WHAT IS BEING ASKED - Look through the data below and, wherever a line carries the word "South", please copy that line.
[[ MATERIAL TO PROCESS open ]]
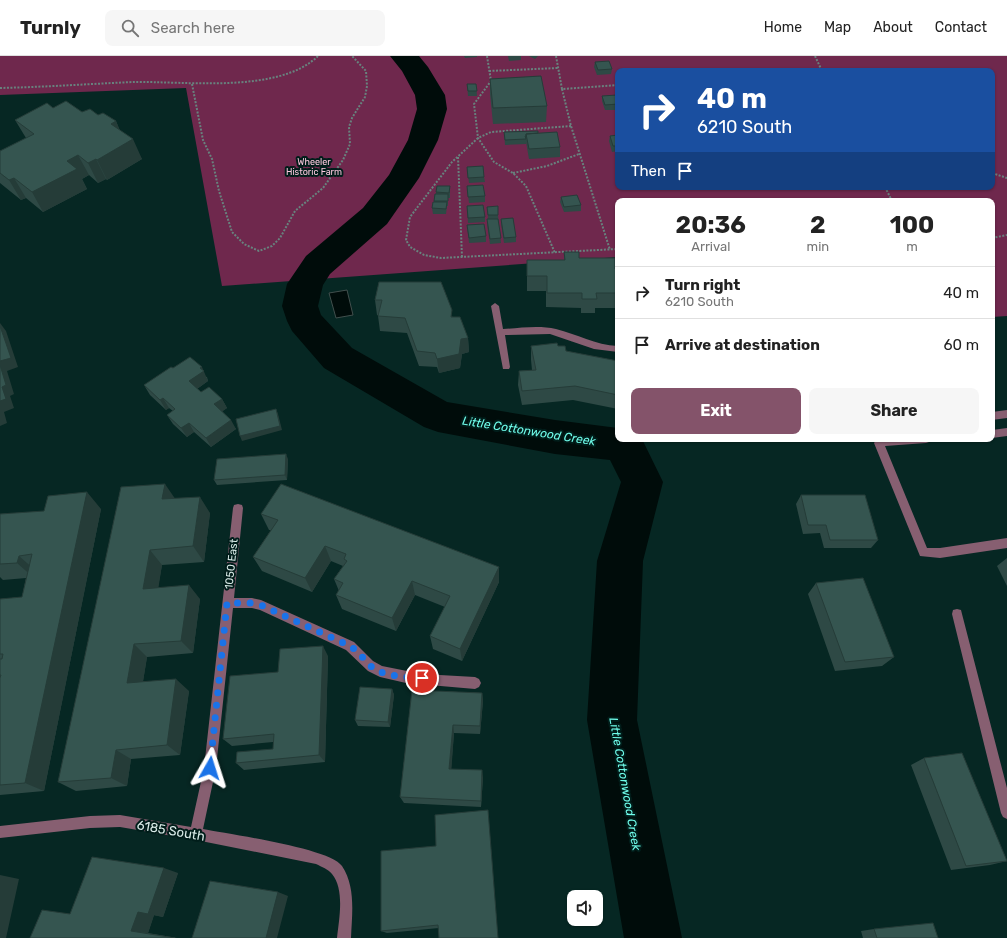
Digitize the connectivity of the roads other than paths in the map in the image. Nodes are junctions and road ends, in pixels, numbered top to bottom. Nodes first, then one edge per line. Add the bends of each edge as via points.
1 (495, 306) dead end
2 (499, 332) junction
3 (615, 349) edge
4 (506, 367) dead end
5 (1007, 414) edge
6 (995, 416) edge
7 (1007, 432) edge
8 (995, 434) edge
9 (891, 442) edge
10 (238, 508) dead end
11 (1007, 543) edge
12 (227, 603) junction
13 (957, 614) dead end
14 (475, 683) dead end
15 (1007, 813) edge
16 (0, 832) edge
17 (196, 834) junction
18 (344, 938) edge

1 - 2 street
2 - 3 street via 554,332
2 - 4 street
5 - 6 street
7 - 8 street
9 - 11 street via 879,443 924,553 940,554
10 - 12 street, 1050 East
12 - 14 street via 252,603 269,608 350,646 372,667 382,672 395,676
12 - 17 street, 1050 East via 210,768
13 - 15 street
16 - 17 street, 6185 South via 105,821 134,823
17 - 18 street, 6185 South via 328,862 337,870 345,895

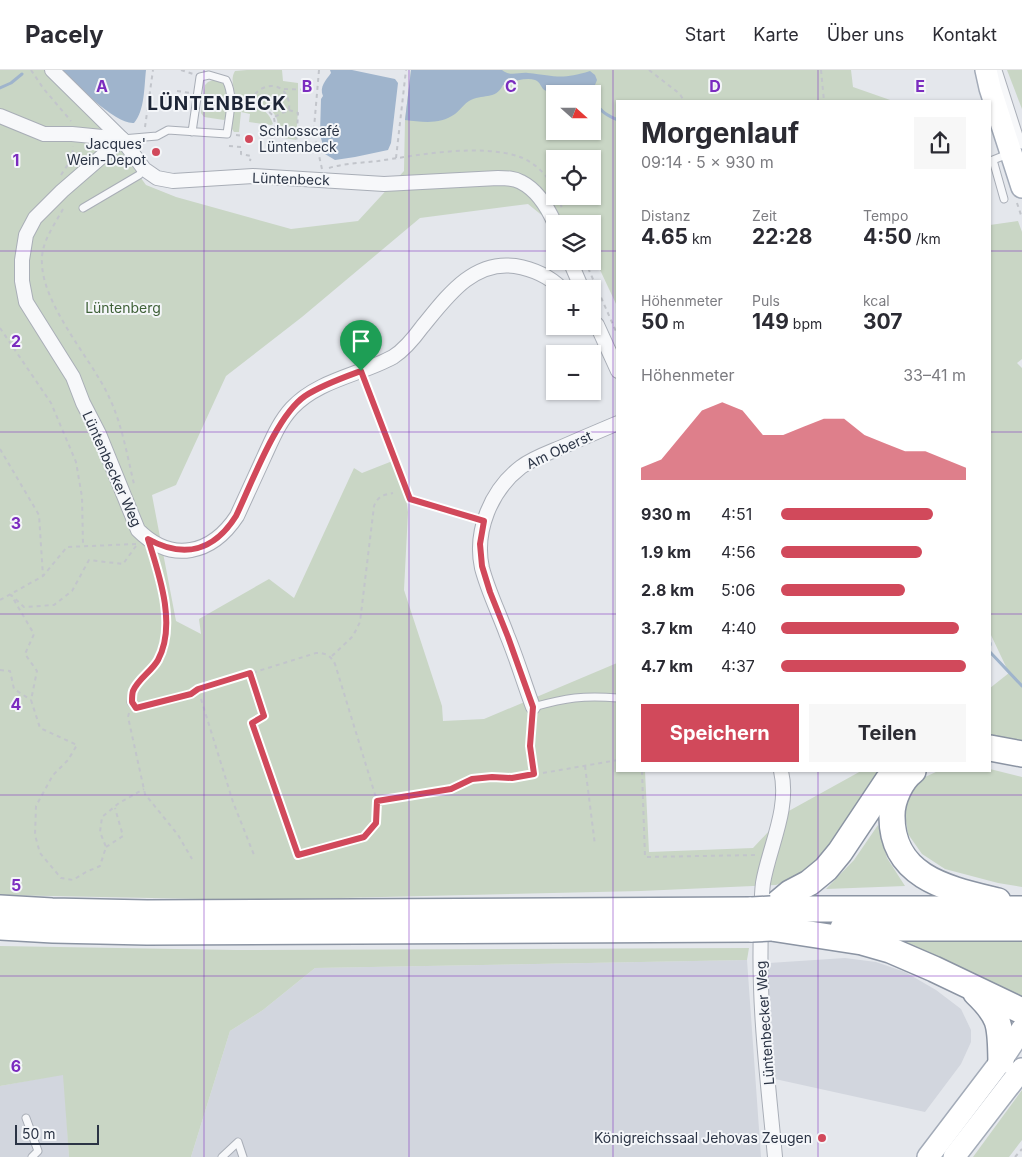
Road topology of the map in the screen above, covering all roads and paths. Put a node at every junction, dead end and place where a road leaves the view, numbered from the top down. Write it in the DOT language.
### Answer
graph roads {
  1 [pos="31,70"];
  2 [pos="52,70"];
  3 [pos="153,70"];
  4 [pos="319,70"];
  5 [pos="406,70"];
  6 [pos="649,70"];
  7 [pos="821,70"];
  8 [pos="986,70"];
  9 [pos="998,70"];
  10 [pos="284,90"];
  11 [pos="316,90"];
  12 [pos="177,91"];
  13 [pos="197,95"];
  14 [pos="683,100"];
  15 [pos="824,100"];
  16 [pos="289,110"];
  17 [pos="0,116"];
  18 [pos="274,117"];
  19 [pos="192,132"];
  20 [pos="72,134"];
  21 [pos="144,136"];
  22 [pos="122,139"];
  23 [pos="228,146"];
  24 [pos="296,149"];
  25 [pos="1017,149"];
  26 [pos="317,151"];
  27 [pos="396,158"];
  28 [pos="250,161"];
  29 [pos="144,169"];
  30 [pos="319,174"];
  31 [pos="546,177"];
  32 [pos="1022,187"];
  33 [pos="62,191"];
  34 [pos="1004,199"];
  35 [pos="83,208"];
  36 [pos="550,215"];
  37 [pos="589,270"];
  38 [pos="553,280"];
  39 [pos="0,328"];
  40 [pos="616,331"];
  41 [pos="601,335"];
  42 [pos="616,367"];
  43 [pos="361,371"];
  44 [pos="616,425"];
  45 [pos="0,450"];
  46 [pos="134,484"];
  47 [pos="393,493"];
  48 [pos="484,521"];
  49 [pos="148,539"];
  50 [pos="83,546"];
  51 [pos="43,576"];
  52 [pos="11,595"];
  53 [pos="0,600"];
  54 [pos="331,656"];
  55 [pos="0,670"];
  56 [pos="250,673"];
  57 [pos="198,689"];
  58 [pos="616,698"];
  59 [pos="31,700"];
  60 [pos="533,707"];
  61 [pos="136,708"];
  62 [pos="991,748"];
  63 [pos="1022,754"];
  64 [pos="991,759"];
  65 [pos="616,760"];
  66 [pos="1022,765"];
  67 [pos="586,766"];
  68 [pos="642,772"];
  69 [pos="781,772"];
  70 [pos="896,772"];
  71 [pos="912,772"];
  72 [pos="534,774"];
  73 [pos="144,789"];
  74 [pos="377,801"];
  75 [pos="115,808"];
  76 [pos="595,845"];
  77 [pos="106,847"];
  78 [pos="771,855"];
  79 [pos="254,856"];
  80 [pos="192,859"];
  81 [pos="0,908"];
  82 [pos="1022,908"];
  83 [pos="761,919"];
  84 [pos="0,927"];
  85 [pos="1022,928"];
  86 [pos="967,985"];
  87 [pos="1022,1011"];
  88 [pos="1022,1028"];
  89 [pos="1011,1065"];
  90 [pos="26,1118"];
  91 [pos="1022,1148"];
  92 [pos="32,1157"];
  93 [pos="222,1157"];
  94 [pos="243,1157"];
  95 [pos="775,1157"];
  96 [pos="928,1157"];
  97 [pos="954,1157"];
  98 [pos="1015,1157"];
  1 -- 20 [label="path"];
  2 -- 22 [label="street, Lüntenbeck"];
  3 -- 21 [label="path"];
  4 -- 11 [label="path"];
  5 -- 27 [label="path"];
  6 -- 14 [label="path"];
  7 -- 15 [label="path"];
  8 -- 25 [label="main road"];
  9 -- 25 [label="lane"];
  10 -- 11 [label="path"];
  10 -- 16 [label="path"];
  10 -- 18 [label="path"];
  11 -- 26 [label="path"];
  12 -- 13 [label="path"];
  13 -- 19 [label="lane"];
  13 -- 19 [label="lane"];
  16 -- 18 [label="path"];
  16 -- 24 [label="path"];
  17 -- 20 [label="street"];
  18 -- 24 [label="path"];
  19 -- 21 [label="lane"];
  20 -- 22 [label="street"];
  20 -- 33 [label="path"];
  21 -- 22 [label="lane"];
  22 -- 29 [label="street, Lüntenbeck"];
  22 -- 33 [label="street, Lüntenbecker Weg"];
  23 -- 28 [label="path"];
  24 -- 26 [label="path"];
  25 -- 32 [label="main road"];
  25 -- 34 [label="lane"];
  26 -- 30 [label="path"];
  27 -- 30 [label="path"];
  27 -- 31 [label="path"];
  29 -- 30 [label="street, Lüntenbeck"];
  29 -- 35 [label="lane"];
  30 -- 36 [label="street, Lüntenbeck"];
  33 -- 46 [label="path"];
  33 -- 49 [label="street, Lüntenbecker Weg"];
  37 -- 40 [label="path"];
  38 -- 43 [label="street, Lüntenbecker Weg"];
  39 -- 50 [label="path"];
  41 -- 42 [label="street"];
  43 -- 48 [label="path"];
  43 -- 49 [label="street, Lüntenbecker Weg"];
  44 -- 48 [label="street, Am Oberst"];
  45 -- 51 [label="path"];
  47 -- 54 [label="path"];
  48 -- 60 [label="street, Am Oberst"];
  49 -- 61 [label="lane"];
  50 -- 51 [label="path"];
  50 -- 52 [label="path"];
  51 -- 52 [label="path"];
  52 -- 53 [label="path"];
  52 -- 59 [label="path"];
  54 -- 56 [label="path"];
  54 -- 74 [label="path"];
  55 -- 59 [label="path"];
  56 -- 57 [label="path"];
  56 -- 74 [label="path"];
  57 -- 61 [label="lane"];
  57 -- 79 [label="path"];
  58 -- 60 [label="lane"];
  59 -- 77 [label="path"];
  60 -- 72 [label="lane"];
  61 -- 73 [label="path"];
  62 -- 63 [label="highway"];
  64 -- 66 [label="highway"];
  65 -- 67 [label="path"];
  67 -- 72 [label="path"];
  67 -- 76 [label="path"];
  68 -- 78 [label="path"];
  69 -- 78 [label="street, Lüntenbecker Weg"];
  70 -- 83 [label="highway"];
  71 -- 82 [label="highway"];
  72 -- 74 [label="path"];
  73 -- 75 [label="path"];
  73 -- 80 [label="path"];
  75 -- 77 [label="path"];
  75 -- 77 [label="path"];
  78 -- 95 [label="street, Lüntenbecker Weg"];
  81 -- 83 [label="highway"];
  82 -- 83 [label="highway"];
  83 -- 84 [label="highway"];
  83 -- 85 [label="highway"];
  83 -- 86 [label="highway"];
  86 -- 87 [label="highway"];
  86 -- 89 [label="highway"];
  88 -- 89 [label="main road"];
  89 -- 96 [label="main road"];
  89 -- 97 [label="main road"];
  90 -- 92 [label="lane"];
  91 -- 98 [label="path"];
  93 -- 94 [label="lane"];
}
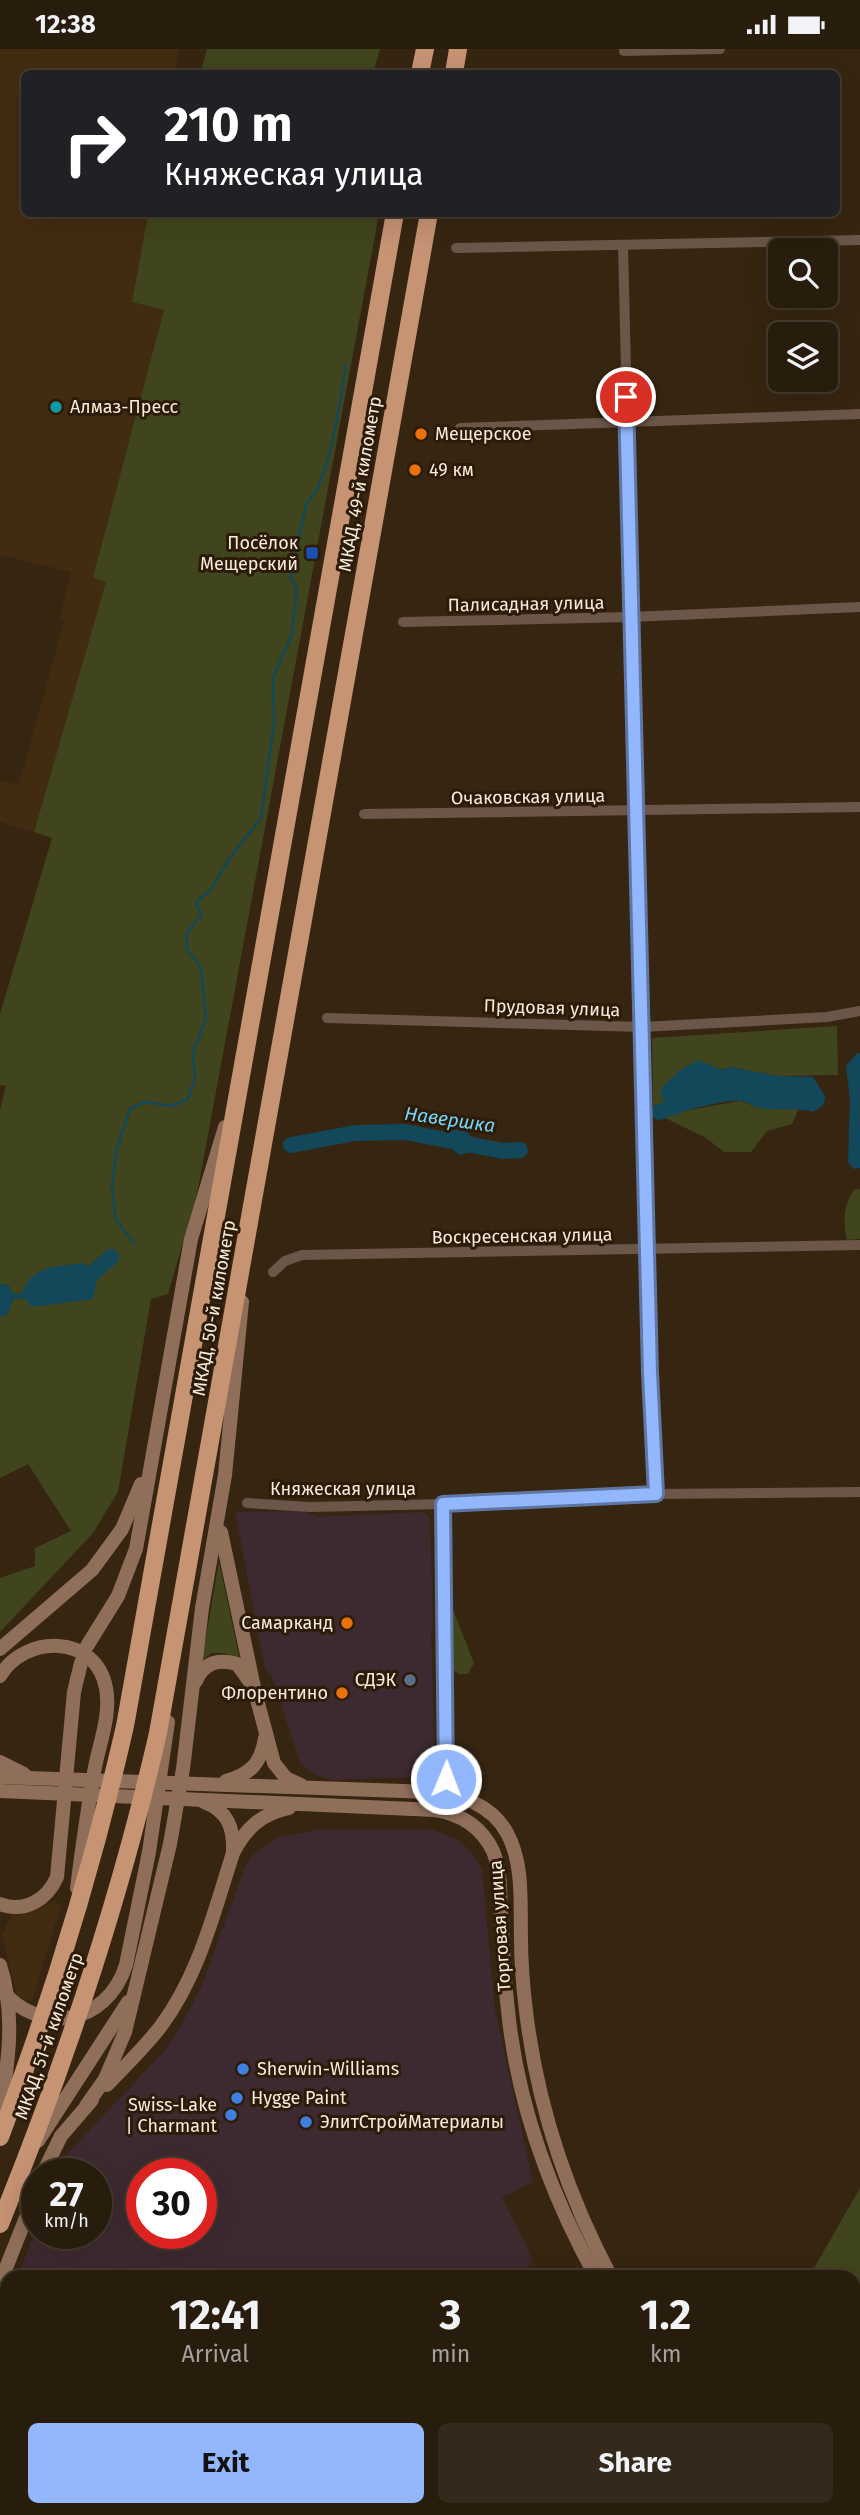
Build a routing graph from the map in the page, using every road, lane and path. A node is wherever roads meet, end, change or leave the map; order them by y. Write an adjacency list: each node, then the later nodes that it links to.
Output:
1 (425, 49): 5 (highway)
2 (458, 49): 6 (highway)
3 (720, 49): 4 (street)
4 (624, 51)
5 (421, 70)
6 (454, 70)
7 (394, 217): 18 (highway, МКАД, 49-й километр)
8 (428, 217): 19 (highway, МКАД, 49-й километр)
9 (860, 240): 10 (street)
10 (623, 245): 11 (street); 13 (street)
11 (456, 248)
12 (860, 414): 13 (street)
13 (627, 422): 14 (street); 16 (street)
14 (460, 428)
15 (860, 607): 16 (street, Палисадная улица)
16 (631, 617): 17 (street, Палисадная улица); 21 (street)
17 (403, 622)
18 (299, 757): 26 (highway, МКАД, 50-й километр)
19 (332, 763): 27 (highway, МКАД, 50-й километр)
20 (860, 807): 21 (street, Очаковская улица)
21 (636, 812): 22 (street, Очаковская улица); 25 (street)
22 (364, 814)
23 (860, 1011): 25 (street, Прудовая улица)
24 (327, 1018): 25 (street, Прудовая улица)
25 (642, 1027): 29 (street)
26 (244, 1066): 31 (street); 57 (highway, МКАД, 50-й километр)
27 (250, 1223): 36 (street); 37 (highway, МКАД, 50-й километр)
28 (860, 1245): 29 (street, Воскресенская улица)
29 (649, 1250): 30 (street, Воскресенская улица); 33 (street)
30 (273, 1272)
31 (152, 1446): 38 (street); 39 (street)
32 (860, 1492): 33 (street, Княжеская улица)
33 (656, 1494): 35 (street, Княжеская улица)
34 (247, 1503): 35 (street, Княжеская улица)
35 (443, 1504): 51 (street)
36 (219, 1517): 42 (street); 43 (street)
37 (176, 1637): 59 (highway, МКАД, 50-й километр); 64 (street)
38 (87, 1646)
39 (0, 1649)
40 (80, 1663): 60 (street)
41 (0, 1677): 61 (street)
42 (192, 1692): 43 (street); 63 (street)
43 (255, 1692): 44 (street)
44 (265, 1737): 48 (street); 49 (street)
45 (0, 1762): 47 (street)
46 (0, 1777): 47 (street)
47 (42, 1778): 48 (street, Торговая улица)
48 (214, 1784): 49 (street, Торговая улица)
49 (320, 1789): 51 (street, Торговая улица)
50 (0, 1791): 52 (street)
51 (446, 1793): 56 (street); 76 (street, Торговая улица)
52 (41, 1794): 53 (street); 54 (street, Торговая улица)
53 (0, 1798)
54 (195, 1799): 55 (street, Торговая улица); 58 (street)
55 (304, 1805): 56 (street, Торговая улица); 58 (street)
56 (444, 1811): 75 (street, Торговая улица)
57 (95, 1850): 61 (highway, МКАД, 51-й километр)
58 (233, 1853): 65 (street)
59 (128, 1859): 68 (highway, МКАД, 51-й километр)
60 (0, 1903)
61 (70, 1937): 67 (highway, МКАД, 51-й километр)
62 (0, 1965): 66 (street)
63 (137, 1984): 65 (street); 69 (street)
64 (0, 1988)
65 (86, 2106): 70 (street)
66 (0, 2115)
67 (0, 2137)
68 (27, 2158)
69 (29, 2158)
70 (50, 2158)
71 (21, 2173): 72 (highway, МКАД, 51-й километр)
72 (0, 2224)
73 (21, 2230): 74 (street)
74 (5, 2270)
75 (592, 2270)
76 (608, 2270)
[[ MATERIAL TO PROCESS closed ]]
WRITTEN RESPONSE -
16 - 17 street, 6185 South via 105,821 134,823
17 - 18 street, 6185 South via 328,862 337,870 345,895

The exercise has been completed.